Sustainable (コントロール数:4)

ID 内容 説明 チェックタイプ
SUSTAI3.1 エネルギー効率の高いアルゴリズム 計算リソースを最小限に抑えるアルゴリズムを選択する。学習と推論のエネルギー消費を削減することで、大幅な CO2 排出量の削減につながる。 Manual
SUSTAI3.2 最適化されたハードウェアとデータストレージ エネルギー効率の高いAIハードウェアアクセラレータを活用する。データの重複を避け、効率的に保管する。 Manual
SUSTAI3.3 モデルの再利用 自社で生成したかどうかに関わらず、既存モデルの使用状況を評価・特定し、再利用できるシナリオを文書化する。 AWS API calls
SUSTAI3.4 分散型のAI学習 複数の組織が協力して1つのモデルを学習する分散型の取り組みを支援する。これにより、環境への影響が特定の場所に集中しなくなる。 Manual

さいごに

本日は AWS Audit Manager の AWS Generative AI Best Practices Framework が v2 にアップグレードされ、SageMaker もマッピングされるようになったので、変更点を確認しフレームワークのコントロール内容をまとめてみました。

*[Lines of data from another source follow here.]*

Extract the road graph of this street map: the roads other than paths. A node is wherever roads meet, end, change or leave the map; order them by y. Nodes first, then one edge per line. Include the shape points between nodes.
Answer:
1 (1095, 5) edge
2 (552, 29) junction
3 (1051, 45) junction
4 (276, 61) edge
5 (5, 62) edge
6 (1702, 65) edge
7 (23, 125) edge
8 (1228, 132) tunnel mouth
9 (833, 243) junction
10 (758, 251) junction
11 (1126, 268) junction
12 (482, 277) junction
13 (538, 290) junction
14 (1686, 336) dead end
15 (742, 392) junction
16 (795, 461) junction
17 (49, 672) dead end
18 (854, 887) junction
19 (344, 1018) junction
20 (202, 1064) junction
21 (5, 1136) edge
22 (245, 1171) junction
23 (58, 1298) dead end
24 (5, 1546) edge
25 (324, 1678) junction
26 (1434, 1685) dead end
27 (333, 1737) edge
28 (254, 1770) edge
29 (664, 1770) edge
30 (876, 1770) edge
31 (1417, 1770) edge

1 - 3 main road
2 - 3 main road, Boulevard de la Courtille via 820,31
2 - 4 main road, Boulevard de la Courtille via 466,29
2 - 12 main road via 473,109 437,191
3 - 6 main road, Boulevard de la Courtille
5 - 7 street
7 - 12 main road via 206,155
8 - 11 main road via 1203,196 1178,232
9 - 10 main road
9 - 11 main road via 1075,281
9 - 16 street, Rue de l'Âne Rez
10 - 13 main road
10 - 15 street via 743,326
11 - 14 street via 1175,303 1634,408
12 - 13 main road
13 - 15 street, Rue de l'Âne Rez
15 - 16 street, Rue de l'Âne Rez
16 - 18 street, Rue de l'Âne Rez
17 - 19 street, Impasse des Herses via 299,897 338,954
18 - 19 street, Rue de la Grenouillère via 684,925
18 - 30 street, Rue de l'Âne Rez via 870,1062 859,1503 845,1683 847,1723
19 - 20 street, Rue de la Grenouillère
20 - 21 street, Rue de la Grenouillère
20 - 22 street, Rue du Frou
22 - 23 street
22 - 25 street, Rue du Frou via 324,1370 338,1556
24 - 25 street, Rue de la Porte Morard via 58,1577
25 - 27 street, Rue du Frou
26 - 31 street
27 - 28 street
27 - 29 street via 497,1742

Audit Manager を使っていない方も、Bedrock や SageMaker を使っている方は是非ガイドラインや監査の観点から参考になると思いますのでフレームワークをチェック頂けると良いと思います。

さらに、これらの半自動化まで行って安全に生成 AI を活用したい方は AWS Audit Manager も使ってみてください。
Audit Manager は Config ルールなどの既存の仕組みに加えて、AWS API のポーリング実行や手動のエビデンス収集など、便利な機能も多いです。